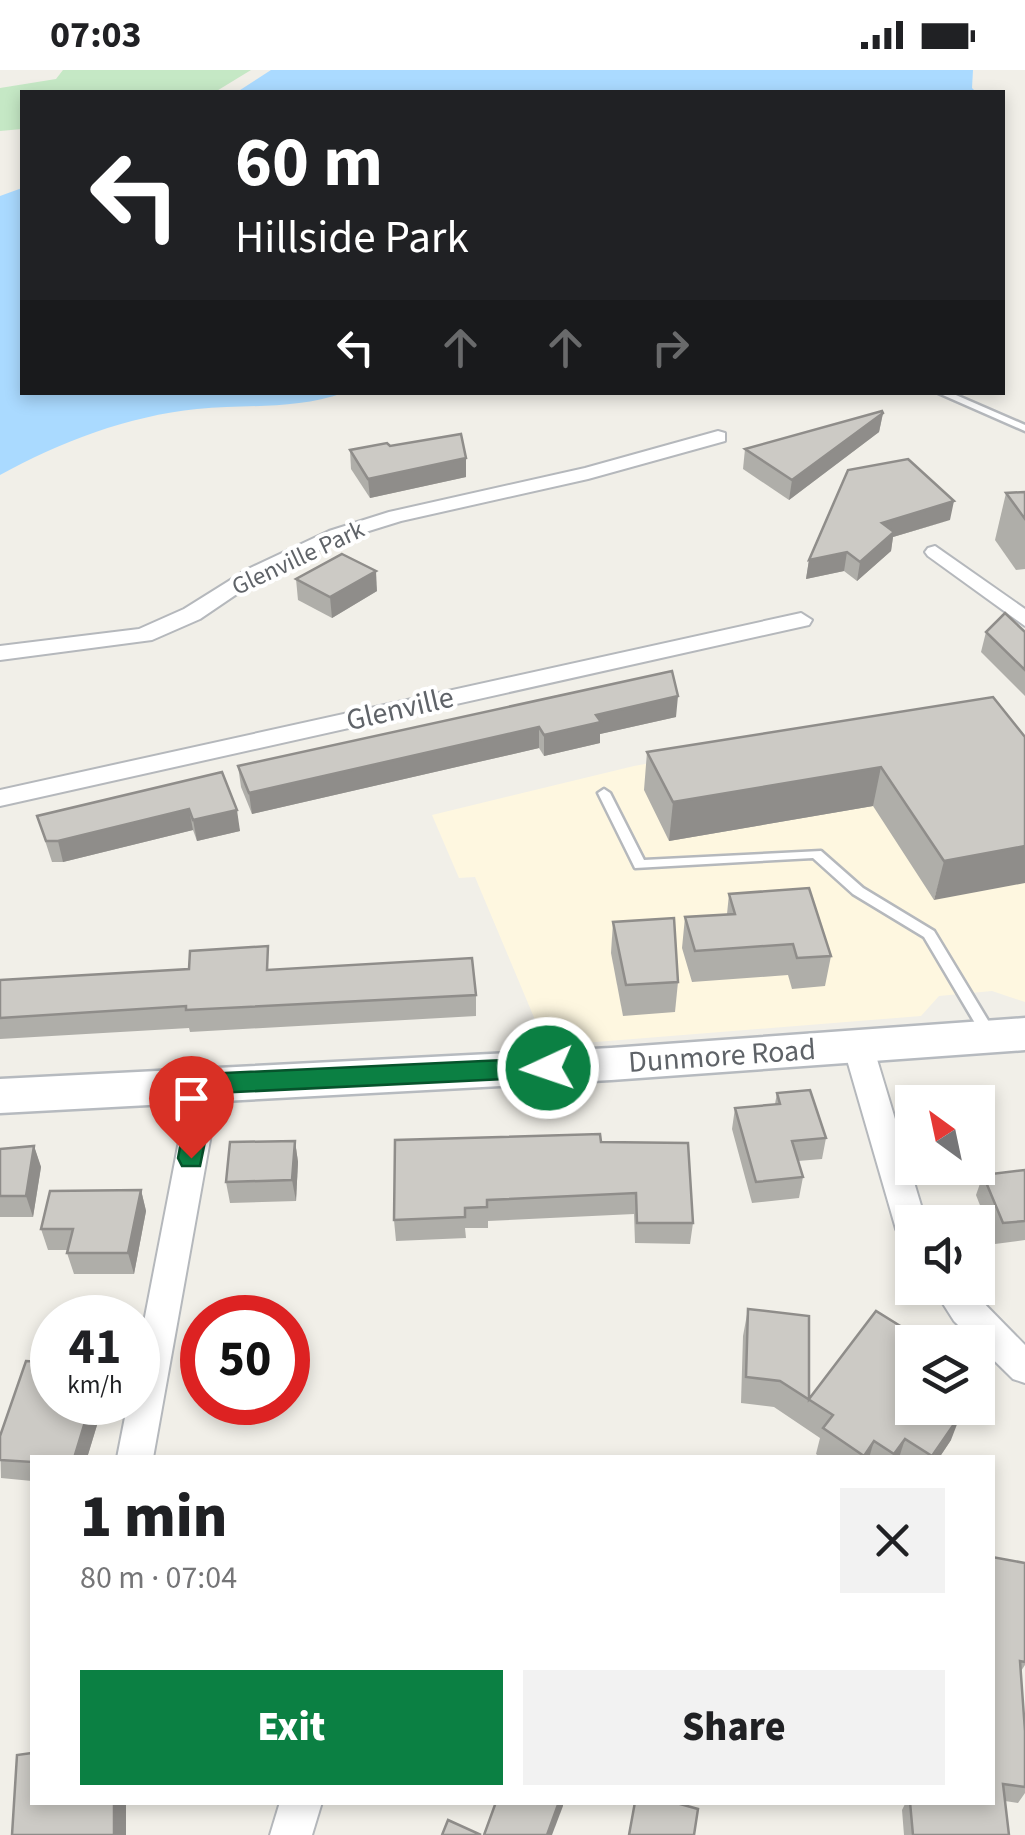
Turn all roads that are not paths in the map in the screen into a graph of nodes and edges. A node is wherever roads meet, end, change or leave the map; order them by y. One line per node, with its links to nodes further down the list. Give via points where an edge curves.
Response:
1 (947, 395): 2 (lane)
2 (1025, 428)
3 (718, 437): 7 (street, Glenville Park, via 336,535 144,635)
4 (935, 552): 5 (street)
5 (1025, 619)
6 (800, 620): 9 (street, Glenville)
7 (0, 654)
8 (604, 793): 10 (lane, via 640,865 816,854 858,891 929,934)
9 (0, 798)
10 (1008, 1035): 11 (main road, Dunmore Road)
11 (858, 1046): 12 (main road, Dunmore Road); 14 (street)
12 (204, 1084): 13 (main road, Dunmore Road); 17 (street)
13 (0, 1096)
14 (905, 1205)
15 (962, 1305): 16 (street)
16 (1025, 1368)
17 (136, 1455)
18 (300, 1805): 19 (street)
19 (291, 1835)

* [Try it]:
Where an entry includes an image, skip the image and return everything else exactly.

* [Solution for this problem]:
Turn all roads that are not paths in the map in the screen into a graph of nodes and edges. A node is wherever roads meet, end, change or leave the map; order them by y. One line per node, with its links to nodes further down the list. Give via points where an edge curves.
Response:
1 (947, 395): 2 (lane)
2 (1025, 428)
3 (718, 437): 7 (street, Glenville Park, via 336,535 144,635)
4 (935, 552): 5 (street)
5 (1025, 619)
6 (800, 620): 9 (street, Glenville)
7 (0, 654)
8 (604, 793): 10 (lane, via 640,865 816,854 858,891 929,934)
9 (0, 798)
10 (1008, 1035): 11 (main road, Dunmore Road)
11 (858, 1046): 12 (main road, Dunmore Road); 14 (street)
12 (204, 1084): 13 (main road, Dunmore Road); 17 (street)
13 (0, 1096)
14 (905, 1205)
15 (962, 1305): 16 (street)
16 (1025, 1368)
17 (136, 1455)
18 (300, 1805): 19 (street)
19 (291, 1835)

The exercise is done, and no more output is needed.